> DATA TO EXAMINE:
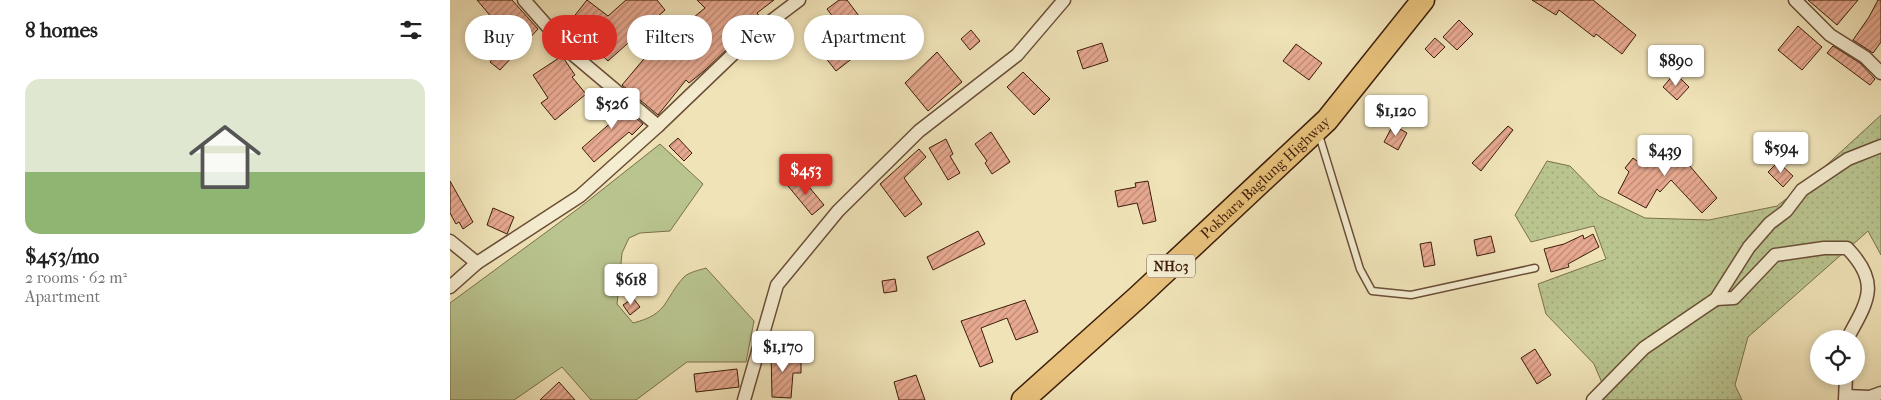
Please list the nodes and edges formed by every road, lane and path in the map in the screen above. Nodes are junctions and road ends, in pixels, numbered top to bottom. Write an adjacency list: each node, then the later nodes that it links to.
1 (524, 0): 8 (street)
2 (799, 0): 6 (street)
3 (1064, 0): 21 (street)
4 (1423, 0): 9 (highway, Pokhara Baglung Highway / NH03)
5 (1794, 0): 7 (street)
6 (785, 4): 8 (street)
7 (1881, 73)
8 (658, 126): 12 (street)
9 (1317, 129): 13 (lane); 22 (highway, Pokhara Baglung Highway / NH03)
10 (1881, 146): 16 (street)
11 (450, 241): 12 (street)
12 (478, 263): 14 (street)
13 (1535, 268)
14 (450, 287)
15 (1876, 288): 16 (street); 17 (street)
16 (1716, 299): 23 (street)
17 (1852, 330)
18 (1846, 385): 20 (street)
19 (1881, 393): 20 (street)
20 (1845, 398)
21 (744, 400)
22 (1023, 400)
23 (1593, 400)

> ASSIGNMENT: With images omitted, retype the data word for word.

> EXPECTED ANSWER:
Please list the nodes and edges formed by every road, lane and path in the map in the screen above. Nodes are junctions and road ends, in pixels, numbered top to bottom. Write an adjacency list: each node, then the later nodes that it links to.
1 (524, 0): 8 (street)
2 (799, 0): 6 (street)
3 (1064, 0): 21 (street)
4 (1423, 0): 9 (highway, Pokhara Baglung Highway / NH03)
5 (1794, 0): 7 (street)
6 (785, 4): 8 (street)
7 (1881, 73)
8 (658, 126): 12 (street)
9 (1317, 129): 13 (lane); 22 (highway, Pokhara Baglung Highway / NH03)
10 (1881, 146): 16 (street)
11 (450, 241): 12 (street)
12 (478, 263): 14 (street)
13 (1535, 268)
14 (450, 287)
15 (1876, 288): 16 (street); 17 (street)
16 (1716, 299): 23 (street)
17 (1852, 330)
18 (1846, 385): 20 (street)
19 (1881, 393): 20 (street)
20 (1845, 398)
21 (744, 400)
22 (1023, 400)
23 (1593, 400)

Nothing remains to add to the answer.